** WORK REQUEST **
What number of lines in the listing contain "graph"? Answer with that number only.

........

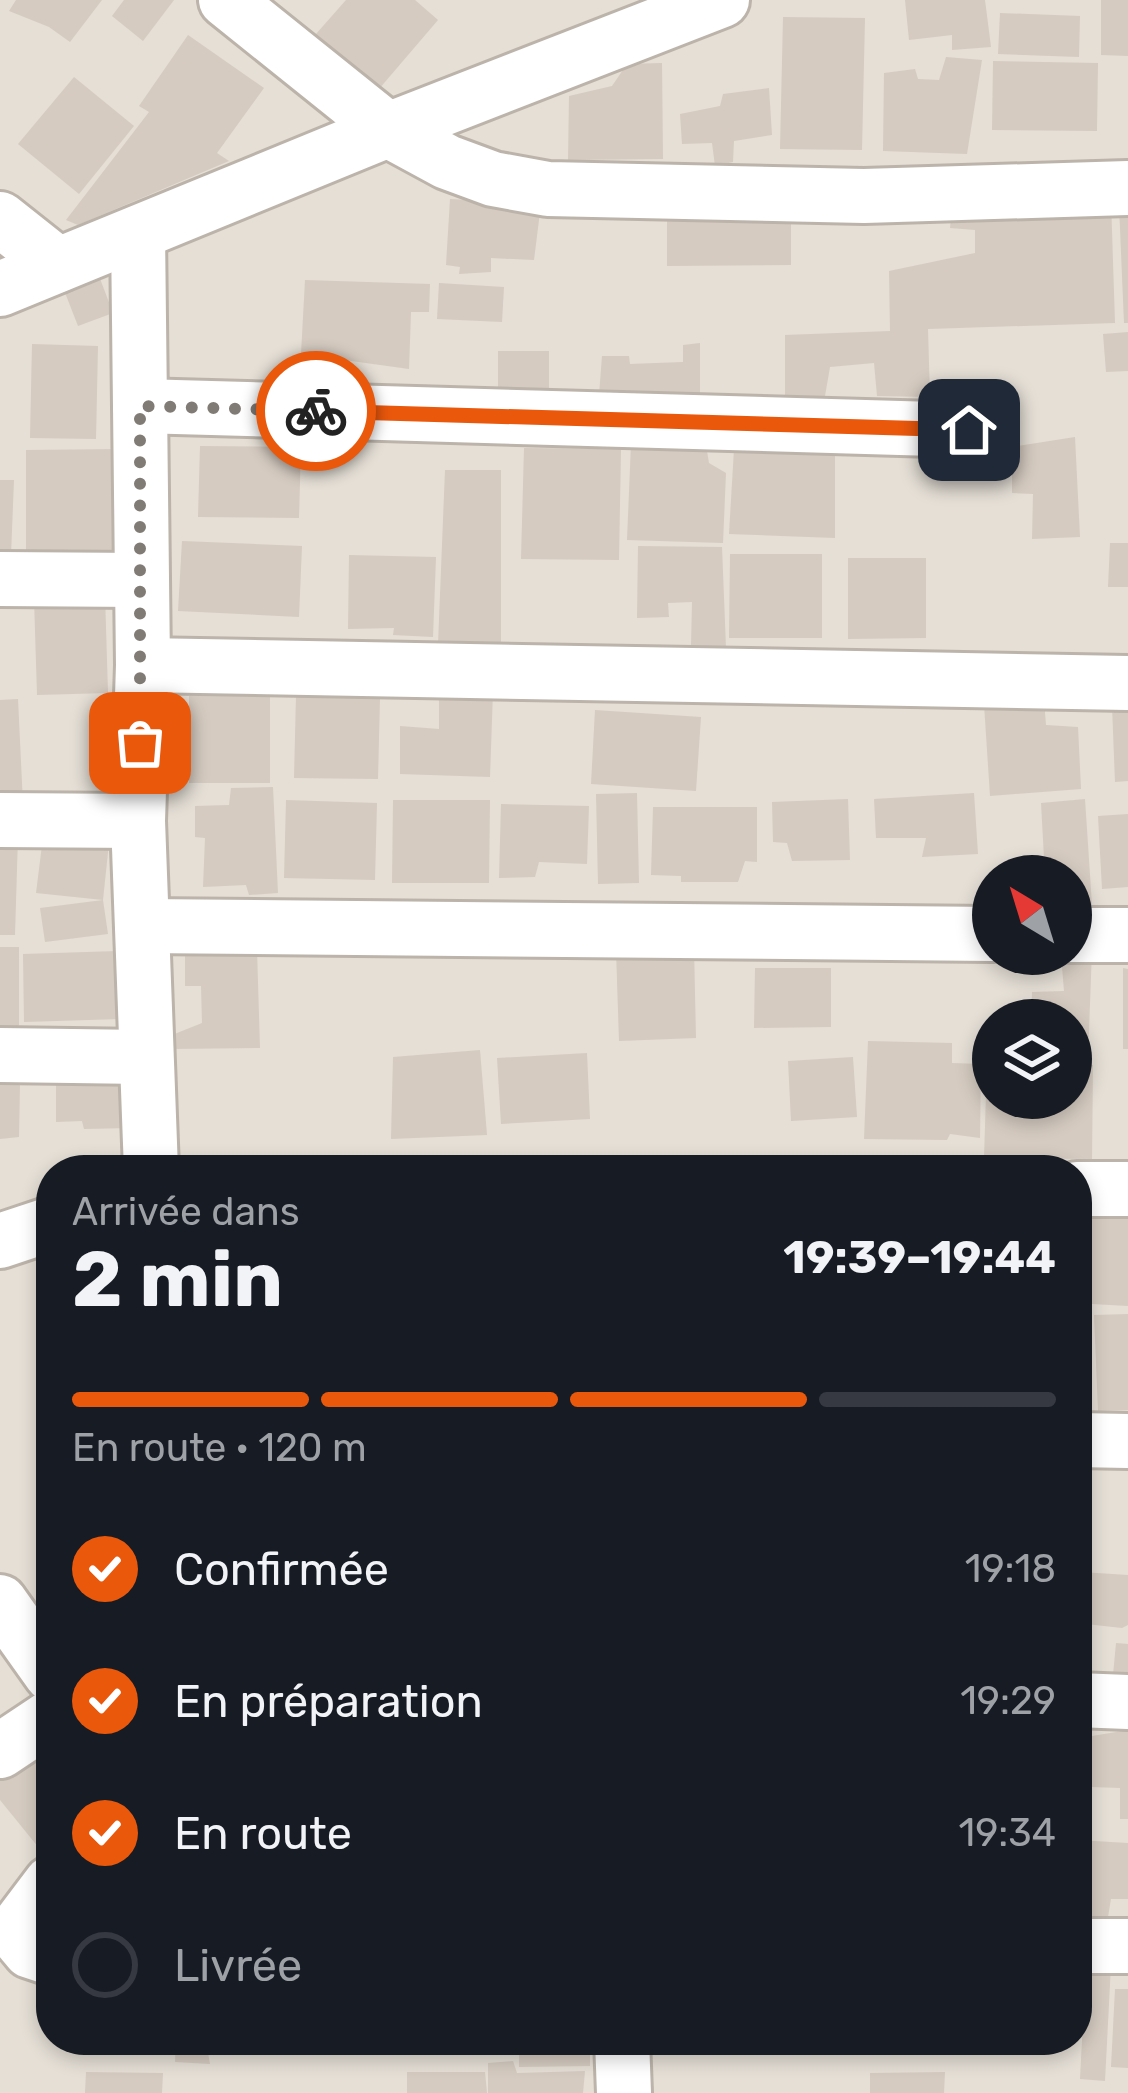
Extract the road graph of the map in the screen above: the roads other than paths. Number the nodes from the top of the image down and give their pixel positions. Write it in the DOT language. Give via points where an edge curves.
graph roads {
  1 [pos="226,0"];
  2 [pos="722,0"];
  3 [pos="654,10"];
  4 [pos="388,130"];
  5 [pos="1128,188"];
  6 [pos="0,219"];
  7 [pos="138,233"];
  8 [pos="58,265"];
  9 [pos="0,289"];
  10 [pos="140,406"];
  11 [pos="969,430"];
  12 [pos="0,579"];
  13 [pos="141,580"];
  14 [pos="143,665"];
  15 [pos="1128,683"];
  16 [pos="0,820"];
  17 [pos="138,821"];
  18 [pos="143,926"];
  19 [pos="972,934"];
  20 [pos="1092,935"];
  21 [pos="1128,935"];
  22 [pos="0,1055"];
  23 [pos="144,1057"];
  24 [pos="151,1155"];
  25 [pos="1092,1189"];
  26 [pos="1128,1189"];
  27 [pos="36,1229"];
  28 [pos="0,1241"];
  29 [pos="1092,1440"];
  30 [pos="1128,1441"];
  31 [pos="0,1602"];
  32 [pos="36,1653"];
  33 [pos="1092,1701"];
  34 [pos="1128,1702"];
  35 [pos="36,1727"];
  36 [pos="0,1750"];
  37 [pos="36,1903"];
  38 [pos="1092,1946"];
  39 [pos="1128,1946"];
  40 [pos="36,1953"];
  41 [pos="623,2055"];
  42 [pos="624,2093"];
  1 -- 4 [label="street"];
  2 -- 3 [label="street"];
  3 -- 4 [label="street"];
  4 -- 5 [label="street" via="447,162 548,189 864,196"];
  4 -- 7 [label="street"];
  6 -- 8 [label="street"];
  7 -- 8 [label="street"];
  7 -- 10 [label="street"];
  8 -- 9 [label="street"];
  10 -- 11 [label="street"];
  10 -- 13 [label="street"];
  12 -- 13 [label="street"];
  13 -- 14 [label="street"];
  14 -- 15 [label="street"];
  14 -- 17 [label="street"];
  16 -- 17 [label="street"];
  17 -- 18 [label="street"];
  18 -- 19 [label="street"];
  18 -- 23 [label="street"];
  20 -- 21 [label="street"];
  22 -- 23 [label="street"];
  23 -- 24 [label="street"];
  25 -- 26 [label="street"];
  27 -- 28 [label="street"];
  29 -- 30 [label="street"];
  31 -- 32 [label="street"];
  33 -- 34 [label="street"];
  35 -- 36 [label="street"];
  37 -- 40 [label="street" via="20,1924 20,1940"];
  38 -- 39 [label="street"];
  41 -- 42 [label="street"];
}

........

** TASK RESPONSE **
2